U.S. federal prosecutors have charged two Brazilian nationals with insider trading in connection with 3G Capital’s $3.26 billion acquisition of Burger King in 2010.
The complaint announced Monday alleges that Waldyr Prado, a 43-year-old former Wells Fargo financial adviser, and one of his brokerage clients, Igor Cornelsen, illegally profited from insider information about the Burger King deal after Prado learned about it from another client who had invested in private-equity firm 3G.
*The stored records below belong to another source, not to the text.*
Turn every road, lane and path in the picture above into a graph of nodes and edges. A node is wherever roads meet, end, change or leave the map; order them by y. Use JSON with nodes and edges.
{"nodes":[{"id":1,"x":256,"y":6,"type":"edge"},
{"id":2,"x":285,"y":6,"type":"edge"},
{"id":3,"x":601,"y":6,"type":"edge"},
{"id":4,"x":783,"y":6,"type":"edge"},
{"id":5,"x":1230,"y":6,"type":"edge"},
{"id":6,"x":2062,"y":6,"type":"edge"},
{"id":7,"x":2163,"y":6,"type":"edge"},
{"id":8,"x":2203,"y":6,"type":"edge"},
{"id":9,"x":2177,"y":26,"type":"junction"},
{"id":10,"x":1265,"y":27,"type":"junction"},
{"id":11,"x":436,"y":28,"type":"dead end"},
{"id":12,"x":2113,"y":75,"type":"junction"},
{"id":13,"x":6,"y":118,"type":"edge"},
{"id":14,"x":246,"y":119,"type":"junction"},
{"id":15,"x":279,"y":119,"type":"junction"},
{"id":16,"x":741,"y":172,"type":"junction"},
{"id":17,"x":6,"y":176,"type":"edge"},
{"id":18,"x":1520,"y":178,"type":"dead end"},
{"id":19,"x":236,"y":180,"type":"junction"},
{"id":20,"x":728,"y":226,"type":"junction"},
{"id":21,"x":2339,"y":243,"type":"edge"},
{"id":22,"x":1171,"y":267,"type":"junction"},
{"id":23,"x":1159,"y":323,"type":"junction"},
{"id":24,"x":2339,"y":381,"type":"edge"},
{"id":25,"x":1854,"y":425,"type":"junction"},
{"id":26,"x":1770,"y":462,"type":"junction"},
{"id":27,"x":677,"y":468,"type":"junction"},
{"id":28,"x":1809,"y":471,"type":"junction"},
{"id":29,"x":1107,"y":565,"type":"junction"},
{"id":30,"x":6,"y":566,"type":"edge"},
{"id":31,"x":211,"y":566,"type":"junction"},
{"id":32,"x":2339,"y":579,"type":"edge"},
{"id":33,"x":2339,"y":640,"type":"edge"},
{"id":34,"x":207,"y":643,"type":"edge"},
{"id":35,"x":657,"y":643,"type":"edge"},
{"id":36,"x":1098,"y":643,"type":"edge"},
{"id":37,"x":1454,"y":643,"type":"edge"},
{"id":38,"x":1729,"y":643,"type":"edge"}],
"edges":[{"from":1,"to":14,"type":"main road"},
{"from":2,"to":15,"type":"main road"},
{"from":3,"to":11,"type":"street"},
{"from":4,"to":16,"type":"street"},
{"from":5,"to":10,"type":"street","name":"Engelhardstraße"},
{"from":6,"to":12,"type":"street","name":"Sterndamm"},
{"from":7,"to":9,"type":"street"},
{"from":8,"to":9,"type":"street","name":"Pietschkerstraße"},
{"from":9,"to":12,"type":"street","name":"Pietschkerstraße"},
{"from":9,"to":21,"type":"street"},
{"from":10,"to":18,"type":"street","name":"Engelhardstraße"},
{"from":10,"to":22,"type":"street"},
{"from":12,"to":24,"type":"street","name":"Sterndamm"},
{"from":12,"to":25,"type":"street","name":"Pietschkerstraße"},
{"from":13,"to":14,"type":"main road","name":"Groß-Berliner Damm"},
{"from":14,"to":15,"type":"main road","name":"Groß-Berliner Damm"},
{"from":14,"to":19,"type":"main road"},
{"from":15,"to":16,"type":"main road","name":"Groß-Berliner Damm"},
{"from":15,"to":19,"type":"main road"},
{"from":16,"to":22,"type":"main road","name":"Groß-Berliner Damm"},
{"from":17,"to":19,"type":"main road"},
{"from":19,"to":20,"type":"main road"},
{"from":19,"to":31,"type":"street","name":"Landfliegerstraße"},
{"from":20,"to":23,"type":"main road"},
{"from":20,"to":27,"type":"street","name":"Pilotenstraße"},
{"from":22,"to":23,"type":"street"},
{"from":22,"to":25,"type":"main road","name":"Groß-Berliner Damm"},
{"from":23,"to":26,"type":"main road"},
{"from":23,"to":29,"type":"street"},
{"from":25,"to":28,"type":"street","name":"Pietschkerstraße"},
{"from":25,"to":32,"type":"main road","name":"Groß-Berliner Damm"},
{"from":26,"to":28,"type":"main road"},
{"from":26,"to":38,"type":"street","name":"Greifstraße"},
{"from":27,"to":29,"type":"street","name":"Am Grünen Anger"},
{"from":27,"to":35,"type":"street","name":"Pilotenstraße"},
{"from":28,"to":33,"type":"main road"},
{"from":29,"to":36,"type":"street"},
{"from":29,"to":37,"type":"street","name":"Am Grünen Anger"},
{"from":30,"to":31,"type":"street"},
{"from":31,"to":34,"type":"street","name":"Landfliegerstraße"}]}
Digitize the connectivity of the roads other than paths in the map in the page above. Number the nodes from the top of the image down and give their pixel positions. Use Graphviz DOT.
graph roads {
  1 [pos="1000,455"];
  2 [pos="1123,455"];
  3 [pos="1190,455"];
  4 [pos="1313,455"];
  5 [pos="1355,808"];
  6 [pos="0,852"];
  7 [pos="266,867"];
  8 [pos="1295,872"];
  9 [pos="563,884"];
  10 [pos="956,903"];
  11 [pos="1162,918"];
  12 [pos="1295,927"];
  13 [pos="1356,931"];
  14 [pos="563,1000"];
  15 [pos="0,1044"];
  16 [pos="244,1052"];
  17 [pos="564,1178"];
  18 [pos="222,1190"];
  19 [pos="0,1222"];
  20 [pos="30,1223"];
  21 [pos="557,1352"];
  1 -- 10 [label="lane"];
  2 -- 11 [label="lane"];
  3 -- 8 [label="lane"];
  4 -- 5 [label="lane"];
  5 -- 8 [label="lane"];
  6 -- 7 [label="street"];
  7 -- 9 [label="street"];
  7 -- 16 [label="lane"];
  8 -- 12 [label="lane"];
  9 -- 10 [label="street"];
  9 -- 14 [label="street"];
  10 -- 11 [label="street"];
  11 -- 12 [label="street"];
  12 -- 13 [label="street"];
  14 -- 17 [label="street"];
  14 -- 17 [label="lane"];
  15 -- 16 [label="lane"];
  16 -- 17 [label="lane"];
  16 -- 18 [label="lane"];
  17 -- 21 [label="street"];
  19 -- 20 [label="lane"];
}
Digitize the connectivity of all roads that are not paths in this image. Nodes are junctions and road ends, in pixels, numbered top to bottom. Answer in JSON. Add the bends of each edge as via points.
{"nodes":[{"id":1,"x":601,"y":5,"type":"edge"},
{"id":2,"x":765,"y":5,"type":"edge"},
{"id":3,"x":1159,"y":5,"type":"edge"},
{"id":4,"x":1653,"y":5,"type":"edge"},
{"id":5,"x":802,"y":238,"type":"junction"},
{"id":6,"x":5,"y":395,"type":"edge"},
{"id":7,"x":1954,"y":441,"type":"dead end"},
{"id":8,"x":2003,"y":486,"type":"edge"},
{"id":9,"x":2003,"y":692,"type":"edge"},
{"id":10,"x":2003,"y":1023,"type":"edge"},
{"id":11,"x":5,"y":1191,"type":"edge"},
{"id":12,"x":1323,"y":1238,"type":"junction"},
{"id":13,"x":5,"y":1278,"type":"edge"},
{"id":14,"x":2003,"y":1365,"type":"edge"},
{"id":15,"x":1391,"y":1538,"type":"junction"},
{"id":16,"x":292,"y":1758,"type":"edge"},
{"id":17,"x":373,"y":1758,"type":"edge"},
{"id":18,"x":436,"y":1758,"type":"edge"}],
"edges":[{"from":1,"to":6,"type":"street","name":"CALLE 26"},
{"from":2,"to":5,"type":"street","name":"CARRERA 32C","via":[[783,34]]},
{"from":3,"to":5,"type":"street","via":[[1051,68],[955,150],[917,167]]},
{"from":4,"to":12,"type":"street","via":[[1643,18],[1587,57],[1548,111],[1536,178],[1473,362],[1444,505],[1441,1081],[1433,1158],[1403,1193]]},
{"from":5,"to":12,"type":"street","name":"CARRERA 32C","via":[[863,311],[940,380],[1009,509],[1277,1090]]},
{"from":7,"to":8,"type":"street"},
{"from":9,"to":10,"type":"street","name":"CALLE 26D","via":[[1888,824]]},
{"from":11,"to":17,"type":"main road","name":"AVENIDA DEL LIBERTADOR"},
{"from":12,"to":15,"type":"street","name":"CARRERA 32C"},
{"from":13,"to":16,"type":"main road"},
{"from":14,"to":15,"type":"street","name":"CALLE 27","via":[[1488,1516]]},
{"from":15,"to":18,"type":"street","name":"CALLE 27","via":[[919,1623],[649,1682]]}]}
Prado and Cornelsen, a 65-year-old director of an investment company based in the British Virgin Islands, live in Brazil and have not yet been arrested, according to the office of Preet Bharara, U.S. Attorney for the Southern District of New York, and the Federal Bureau of Investigation. Bharara’s office did not immediately know what the next step would be in the proceedings. Prado left the U.S. for Brazil in 2012 after being deposed in a lawsuit brought against both men by the Securities and Exchange Commission, telling his U.S.-based supervisor that he feared he would be charged with perjury and that Brazil has no “extradition policy.”
According to the criminal complaint unsealed Monday, one of Prado’s clients invested in 3G Capital and in March 2010 was told by that company that it was in talks to buy Burger King. The investor signed a confidentiality agreement with 3G related to the deal, but was allowed to discuss its merits with Prado based on his role as financial adviser. But Prado “misappropriated” the information and purchased Burger King stock and options, say prosecutors.
The complaint states that Prado emailed Cornelsen in May 2010 revealing that he had “some info that I cannot say over the phone … You have to hear this.” From May through August, Cornelsen purchased Burger King options. After 3G’s September 2010 announcement that it planned to buy Miami-based Burger King, Prado and Cornelsen sold their holdings in the fast-food chain for profits of more than $175,000 and about $1.68 million, respectively.
The two are charged with securities fraud and fraud in connection with a tender offer, which each carry a maximum term of 20 years in prison. They are also charged with conspiracy to commit securities fraud and fraud in connection with a tender offer, which carries a maximum term of five years in prison.
Messages left with Cornelsen’s attorney Monday evening weren’t immediately returned. Prado couldn’t immediately be reached for comment, and it is unclear if he is currently represented by counsel.